Tyrion & Jaime Lannister – sure, Jaime has a stain on his conscience and Tyrion has a blind spot, but their acceptance of one another’s flaws and their loyalty to one another is one of the purest relationships in the whole dirty mess of A Song of Ice and Fire. While it lasts, anyway.
Not lovers, actually
(Ware massive spoilers. Mouse over to read)
Jill & Rhodry – one of my greatest shocks as a teenage reader came at the end of Dragonspell. Our heroine has crossed the seas, rescued her lover and returned him to his rightful place as one of the most powerful men in the realm. This could easily have been that story where the common girl gets to marry the great lord and live happily ever after. But Jill has a destiny of her own. So she walks away. The narrative demands it and my feminist heart delighted in it, even as it broke into little sad pieces.
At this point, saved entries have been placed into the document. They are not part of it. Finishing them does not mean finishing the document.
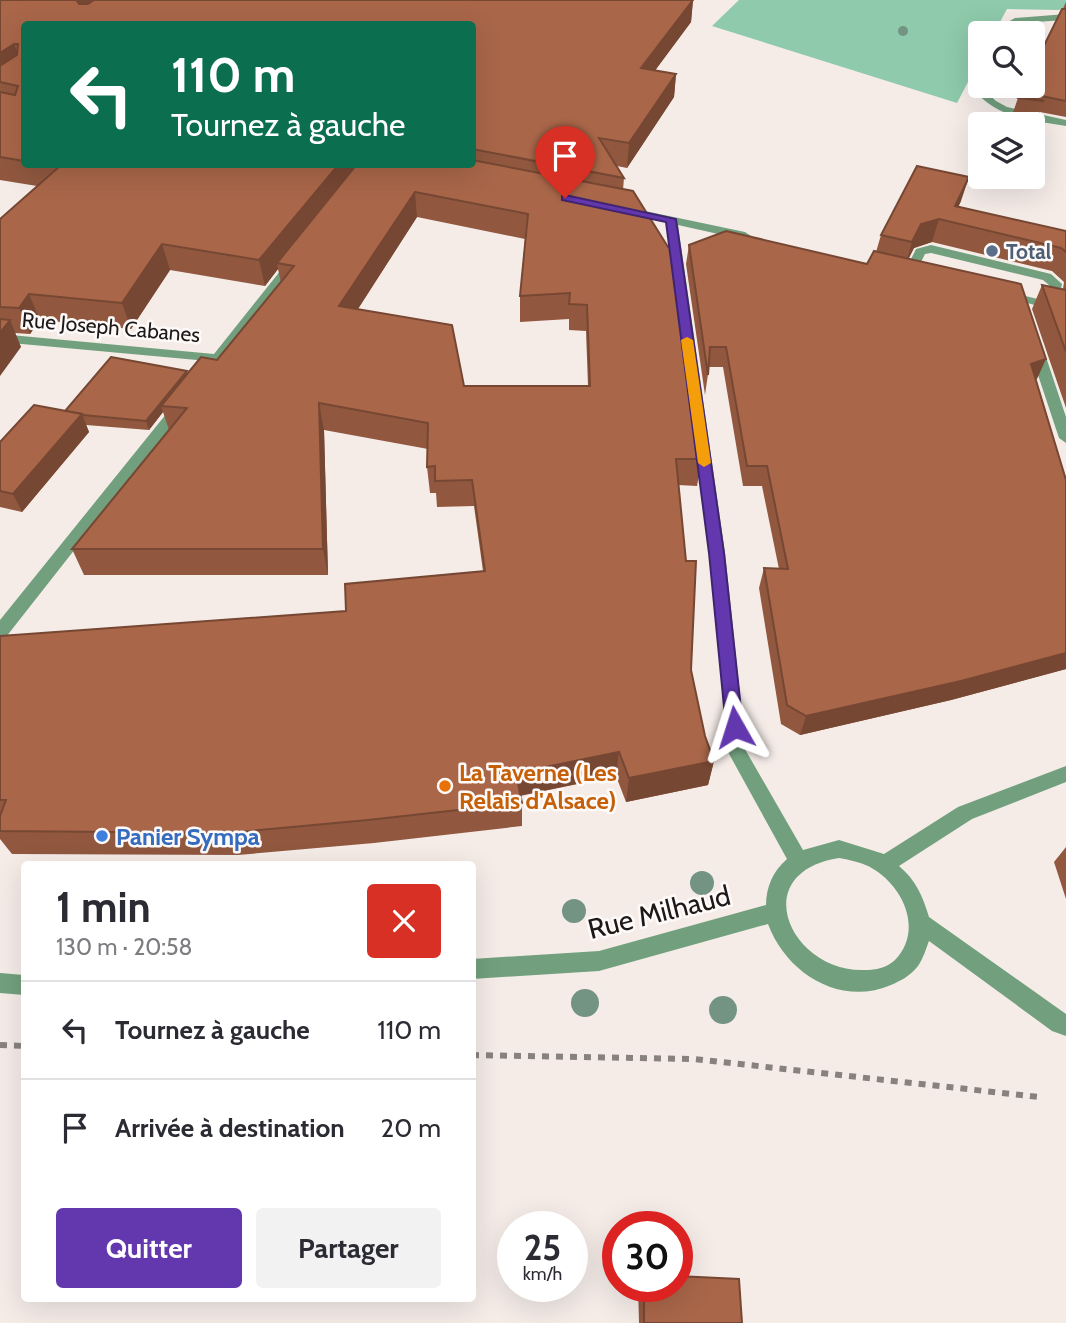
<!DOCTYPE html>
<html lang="fr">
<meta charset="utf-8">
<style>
body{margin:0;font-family:Cabin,sans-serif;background:#f2f2f3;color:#2b2b33;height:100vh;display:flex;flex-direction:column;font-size:26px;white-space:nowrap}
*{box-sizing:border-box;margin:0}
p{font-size:23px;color:#7c7c81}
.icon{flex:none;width:38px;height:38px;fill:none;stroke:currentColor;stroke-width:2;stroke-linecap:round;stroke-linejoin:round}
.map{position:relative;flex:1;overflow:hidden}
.sheet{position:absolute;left:21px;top:861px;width:455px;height:441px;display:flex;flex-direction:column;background:#fff;border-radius:7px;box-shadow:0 7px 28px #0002}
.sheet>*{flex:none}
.guide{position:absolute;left:21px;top:21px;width:455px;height:147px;border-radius:7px;box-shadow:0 7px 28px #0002;background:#0b6e4f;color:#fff;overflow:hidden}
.buttons{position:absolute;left:968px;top:21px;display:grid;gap:14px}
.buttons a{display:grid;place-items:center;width:77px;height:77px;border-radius:7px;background:#fff;box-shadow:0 7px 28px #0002;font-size:35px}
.speed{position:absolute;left:497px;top:1211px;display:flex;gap:14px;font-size:35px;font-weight:700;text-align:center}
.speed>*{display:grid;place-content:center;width:91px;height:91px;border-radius:50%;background:#fff;box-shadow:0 7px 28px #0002;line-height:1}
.speed small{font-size:18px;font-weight:400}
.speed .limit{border:10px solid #d22;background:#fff;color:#111}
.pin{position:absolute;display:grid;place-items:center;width:60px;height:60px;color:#fff;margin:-72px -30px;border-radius:50% 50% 50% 0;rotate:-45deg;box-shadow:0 0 7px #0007}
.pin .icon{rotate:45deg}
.me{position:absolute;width:77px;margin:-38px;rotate:354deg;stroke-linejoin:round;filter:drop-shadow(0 0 5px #0008)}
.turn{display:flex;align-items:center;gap:24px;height:147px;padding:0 35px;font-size:32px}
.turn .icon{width:91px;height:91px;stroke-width:2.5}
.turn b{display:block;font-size:49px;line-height:60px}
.round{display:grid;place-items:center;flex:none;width:74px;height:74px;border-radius:7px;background:#f2f2f3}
.head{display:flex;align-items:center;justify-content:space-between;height:119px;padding:0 35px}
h1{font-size:42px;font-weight:800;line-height:52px}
.primary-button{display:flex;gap:14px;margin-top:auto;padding:14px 35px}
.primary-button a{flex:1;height:80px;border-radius:7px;background:#6337ae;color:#fff;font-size:28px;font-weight:800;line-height:80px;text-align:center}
.primary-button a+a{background:#f2f2f3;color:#2b2b33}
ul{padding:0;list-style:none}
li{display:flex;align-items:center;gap:21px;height:98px;padding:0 35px;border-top:2px solid #e1e1e2}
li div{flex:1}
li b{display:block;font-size:26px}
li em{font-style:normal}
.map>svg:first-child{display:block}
.green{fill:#8ecaab}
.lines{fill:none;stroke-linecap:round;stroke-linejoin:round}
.path{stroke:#88827f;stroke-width:6;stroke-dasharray:7 7;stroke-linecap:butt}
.minor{fill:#72a07e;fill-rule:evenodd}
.tree{fill:#739383}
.wall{fill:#91583f;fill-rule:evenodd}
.shaded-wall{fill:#764733}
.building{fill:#a96649;stroke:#764733;stroke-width:2;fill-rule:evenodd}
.route{fill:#6337ae;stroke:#402471;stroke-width:2}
.slow{fill:#f59e0b}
.service-dot{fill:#5c6f8a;stroke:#fefaf9;stroke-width:2.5}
.food-dot{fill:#e8710a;stroke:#fefaf9;stroke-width:2.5}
.shop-dot{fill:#3f7fe0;stroke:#fefaf9;stroke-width:2.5}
.labels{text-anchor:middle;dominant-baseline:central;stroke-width:5;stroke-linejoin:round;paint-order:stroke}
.far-service-label{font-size:21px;font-weight:bold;fill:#4e5e75;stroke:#fefaf9;text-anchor:start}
.far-street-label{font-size:21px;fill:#1d1918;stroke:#fefaf9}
.food-label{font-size:24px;font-weight:bold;fill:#c56008;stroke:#fefaf9;text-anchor:start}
.shop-label{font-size:24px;font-weight:bold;fill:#366cbe;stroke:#fefaf9;text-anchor:start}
.near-street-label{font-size:28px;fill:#1d1918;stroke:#fefaf9}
</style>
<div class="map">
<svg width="1066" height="1323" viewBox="0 0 1066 1323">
<rect width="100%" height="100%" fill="#f5ece8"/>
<path class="green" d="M 739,0 L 1066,0 L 1066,6 L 1059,10 L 1007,9 L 994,33 L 980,33 L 980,59 L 957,103 L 712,26 Z"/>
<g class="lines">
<g class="path">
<path d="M 0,1045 L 24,1046"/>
<path d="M 472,1055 L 694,1059 L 1039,1097"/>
</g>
<g class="minor">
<path d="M 1066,14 L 1066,20 L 1020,23 L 1010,33 L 1001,33 L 1008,22 L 1015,18 Z"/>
<path d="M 980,77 L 980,86 L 996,101 L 1007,107 L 1066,120 L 1066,126 C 1032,120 992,118 972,86 Z"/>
<path d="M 626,207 L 745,232 L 751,236 L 745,240 L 678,225 L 725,553 L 746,751 L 803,850 L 839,840 L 884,854 L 958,807 L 1066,766 L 1066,782 L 972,819 L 899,866 C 916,880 923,897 929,917 L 1066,1014 L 1066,1036 L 1052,1031 L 929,941 C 926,949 923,959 918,966 C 910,976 902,980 891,985 C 840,1007 786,973 768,924 L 599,971 L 472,979 L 472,959 L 599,951 L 766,905 C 766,887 773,871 787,859 L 728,752 L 709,553 L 666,222 L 622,212 L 622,208 ZM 839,858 C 850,860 860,862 870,867 C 903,885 924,930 895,960 C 886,968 876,970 865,970 C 791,973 745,873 839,858 Z"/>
<path d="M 931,245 L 1051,274 L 1062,284 L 1058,304 L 1066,306 L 1066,314 L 999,295 L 1005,291 L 1046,301 L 1049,285 L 1043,280 L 931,253 L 925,254 L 914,276 L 906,276 L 904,273 L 916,249 Z"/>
<path d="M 293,259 L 299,263 L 297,266 L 207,381 L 202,382 L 195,378 L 208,361 L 0,342 L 0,334 L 214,354 L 289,260 Z"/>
<path d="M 1035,341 L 1042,345 L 1066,417 L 1066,443 L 1059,438 L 1028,345 Z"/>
<path d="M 180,402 L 185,403 L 185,409 L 6,637 L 0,639 L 0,620 L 175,403 Z"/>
<path d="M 0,973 L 24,975 L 24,995 L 0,993 Z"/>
</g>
</g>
<g class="tree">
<circle cx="903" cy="31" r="5"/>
<circle cx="702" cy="883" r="12"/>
<circle cx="574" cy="911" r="12"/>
<circle cx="585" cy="1003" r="14"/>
<circle cx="723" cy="1010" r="14"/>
</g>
<g class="wall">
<path d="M 0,0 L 693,0 L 691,22 L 655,70 L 676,74 L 674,97 L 627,168 L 617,166 L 624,178 L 623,190 L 702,459 L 697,486 L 678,485 L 691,670 L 705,736 L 714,761 L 708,785 L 626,802 L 616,776 L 520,796 L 522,803 L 522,826 L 374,843 L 238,855 L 12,854 L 0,839 L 0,636 L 346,611 L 483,571 L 474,506 L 437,507 L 436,493 L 430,493 L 427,467 L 428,449 L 324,430 L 328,575 L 84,575 L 72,549 L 169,430 L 163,412 L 149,430 L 86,425 L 89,432 L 22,512 L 0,507 L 0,442 L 65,411 L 187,371 L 187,374 L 217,360 L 281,283 L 278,269 L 265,286 L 170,270 L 131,329 L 40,320 L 30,334 L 15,333 L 21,347 L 0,333 L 0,219 L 37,186 L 0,180 ZM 24,24 L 472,24 L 472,164 L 24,164 ZM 417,217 L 525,239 L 520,296 L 520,322 L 569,319 L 569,330 L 586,331 L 588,386 L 464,386 L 358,309 Z"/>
<path d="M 1066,2 L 1066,117 L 1040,112 L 1036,124 L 1010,121 L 1018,98 L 1021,96 Z"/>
<path d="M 961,201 L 958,207 L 1066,231 L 1066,408 L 1032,309 L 1042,285 L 1063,289 L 1064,282 L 1052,271 L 932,242 L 914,248 L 908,259 L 1037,379 L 1036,379 L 1066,480 L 1066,669 L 951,700 L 800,735 L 781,724 L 759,588 L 764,568 L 779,569 L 762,486 L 743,486 L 723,367 L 709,367 L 705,395 L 686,264 L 689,245 L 867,264 L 876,252 L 881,235 Z"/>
<path d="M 1066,847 L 1066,899 L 1054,862 Z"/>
<path d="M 638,1286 L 677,1286 L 742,1323 L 639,1323 Z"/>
</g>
<g class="shaded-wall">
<path d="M 78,0 L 104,0 L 83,24 L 77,1 Z"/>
<path d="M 693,0 L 691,22 L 640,91 L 641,68 Z"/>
<path d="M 14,44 L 23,67 L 0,82 L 0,53 Z"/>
<path d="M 676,74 L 674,97 L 627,168 L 629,143 Z"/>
<path d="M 339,164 L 362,164 L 277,263 L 278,269 L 265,286 L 259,260 Z"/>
<path d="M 969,177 L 961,201 L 951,222 L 955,206 Z"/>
<path d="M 415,192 L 417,217 L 343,332 L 339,306 Z"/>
<path d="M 939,219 L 932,242 L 914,248 L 905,266 L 912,242 L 921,224 Z"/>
<path d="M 162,244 L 170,270 L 131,329 L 122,303 Z"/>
<path d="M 29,294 L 40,320 L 30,334 L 19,308 Z"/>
<path d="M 10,320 L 21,347 L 0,376 L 0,333 Z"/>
<path d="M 1046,359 L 1037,379 L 1023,385 L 1031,364 Z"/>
<path d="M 187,371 L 189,380 L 161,406 L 163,412 L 149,430 L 146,421 Z"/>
<path d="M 319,403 L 324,430 L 328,575 L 323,549 Z"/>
<path d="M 82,414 L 89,432 L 22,512 L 13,494 Z"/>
<path d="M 1066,653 L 1066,669 L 951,700 L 800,735 L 806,716 Z"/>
<path d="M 619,752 L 616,776 L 517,796 L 516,773 Z"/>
<path d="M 714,761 L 708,785 L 626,802 L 629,778 Z"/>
</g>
<g class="building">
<path d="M 0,0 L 78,0 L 77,1 L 79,4 L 88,4 L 94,0 L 693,0 L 641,68 L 676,74 L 629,143 L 599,138 L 624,178 L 472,149 L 472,24 L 24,24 L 24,161 L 0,157 L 0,92 L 15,95 L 18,86 L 0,82 L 0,66 L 17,55 L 18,44 L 14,44 L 0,53 Z"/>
<path d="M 1062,9 L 1066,9 L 1066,101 L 1022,92 L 1025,86 L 1032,86 L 1032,70 Z"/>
<path d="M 1019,95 L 1044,101 L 1018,98 Z"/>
<path d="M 472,160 L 633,191 L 668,247 L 672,245 L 702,459 L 676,459 L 686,561 L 696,561 L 691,670 L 705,736 L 714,761 L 629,778 L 619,752 L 516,773 L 522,803 L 368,820 L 228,833 L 0,831 L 0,816 L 6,800 L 0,800 L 0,636 L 346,611 L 345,584 L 485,571 L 472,480 L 435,481 L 435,466 L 427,467 L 428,423 L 319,403 L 323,549 L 72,549 L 187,408 L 161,406 L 201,357 L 217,360 L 294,266 L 277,263 L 357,164 L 472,164 ZM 415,192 L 528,214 L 520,296 L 570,293 L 569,304 L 587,305 L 590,386 L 464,386 L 452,325 L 339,306 Z"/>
<path d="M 52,164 L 339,164 L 259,260 L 162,244 L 122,303 L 29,294 L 19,308 L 0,307 L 0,219 L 60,166 Z"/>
<path d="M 917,166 L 969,177 L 955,206 L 1066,231 L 1066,252 L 1061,248 L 939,219 L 921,224 L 912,242 L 881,235 Z"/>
<path d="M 726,231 L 867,264 L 874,251 L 1021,284 L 1046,359 L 1031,364 L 1066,480 L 1066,653 L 961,681 L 806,716 L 787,705 L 764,568 L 788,569 L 767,466 L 747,466 L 726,347 L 710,347 L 708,375 L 689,245 Z"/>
<path d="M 1042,285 L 1066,290 L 1066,352 Z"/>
<path d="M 0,319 L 10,320 L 0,333 Z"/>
<path d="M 111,357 L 187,371 L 146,421 L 83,415 L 82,414 L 65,411 Z"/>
<path d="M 34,405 L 82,414 L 13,494 L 0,491 L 0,442 Z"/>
<path d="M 677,1276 L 739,1279 L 742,1323 L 644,1323 L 644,1286 L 677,1286 Z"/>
</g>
<path class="route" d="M 565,195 L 676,219 L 724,553 L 743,727 L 741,732 L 729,732 L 726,727 L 709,553 L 666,222 L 562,200 L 562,196 Z"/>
<path class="slow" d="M 687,337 L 693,340 L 711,463 L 704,467 L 698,463 L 681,340 Z"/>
<circle class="service-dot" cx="992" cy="251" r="7"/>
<circle class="food-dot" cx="445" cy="786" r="7"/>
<circle class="shop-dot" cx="102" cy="836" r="7"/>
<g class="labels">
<g class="far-service-label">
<text x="1006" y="251">Total</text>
</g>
<g class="far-street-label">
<text transform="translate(111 327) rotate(5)">Rue Joseph Cabanes</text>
</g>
<g class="food-label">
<text x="459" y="772">La Taverne (Les<tspan x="459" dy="28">Relais d'Alsace)</tspan></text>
</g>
<g class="shop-label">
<text x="116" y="836">Panier Sympa</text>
</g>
<g class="near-street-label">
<text transform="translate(659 912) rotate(-14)">Rue Milhaud</text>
</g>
</g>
</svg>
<div class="buttons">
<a><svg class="icon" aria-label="search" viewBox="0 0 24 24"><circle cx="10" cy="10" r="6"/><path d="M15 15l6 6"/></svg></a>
<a><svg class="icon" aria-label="layers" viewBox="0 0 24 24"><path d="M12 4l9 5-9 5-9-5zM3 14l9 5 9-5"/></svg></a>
</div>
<div class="speed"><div>25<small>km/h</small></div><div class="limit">30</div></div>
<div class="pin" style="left:565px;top:198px;background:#d93025"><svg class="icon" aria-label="arrive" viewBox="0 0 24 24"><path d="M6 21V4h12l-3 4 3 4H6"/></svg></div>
<svg class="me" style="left:735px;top:727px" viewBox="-20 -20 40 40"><path d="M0-17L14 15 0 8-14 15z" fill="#6337ae" stroke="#fff" stroke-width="4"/></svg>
<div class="guide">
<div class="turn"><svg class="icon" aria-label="left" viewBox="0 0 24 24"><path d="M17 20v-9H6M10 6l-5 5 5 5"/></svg><div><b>110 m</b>Tournez à gauche</div></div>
</div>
<section class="sheet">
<div class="head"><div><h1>1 min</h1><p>130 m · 20:58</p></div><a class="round" style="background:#d93025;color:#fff"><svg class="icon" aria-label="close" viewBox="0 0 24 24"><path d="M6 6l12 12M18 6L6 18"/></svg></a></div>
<ul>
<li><svg class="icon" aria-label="left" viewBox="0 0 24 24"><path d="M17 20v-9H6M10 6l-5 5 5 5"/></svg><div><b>Tournez à gauche</b></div><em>110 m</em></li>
<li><svg class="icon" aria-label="arrive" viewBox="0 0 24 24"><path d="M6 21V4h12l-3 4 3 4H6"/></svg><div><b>Arrivée à destination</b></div><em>20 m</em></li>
</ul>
<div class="primary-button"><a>Quitter</a><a>Partager</a></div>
</section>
</div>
Ruric & Christie – space, race, politics and religion divide our friends against the odds. I love the evolving relationship between these two women in Golden Witchbreed, and while I didn’t initially read it as a romance, it was so obvious. I ship these two so hard, even while I want to shake Christie until her eyes rattle.
I do like a complicated relationship with the enemy
Sagan & Maigrey – Sagan is the traitor who led the coup that overthrew the monarchy. Maigrey is the only person who could ever match him. Their mystical mindlink makes it hard to keep secrets, and killing all her friends doesn’t mean he doesn’t love her really. The tightly repressed sexuality makes it entirely unclear whether they’ll kiss or kill each other.
Phedre & Melisandre – no Valentine’s list would be complete without a bit of treachery, hot sex and a few flechettes. Err, or something. There’s no doubting whether these two will kiss or kill each other, just a question of which will happen first. Melisandre epitomizes Phedre’s patrons for me; Phedre’s submission is never as complete as when in Melisandre’s hands. I don’t share Phedre’s kink, but ye gods and little fishes these two make the page sizzle.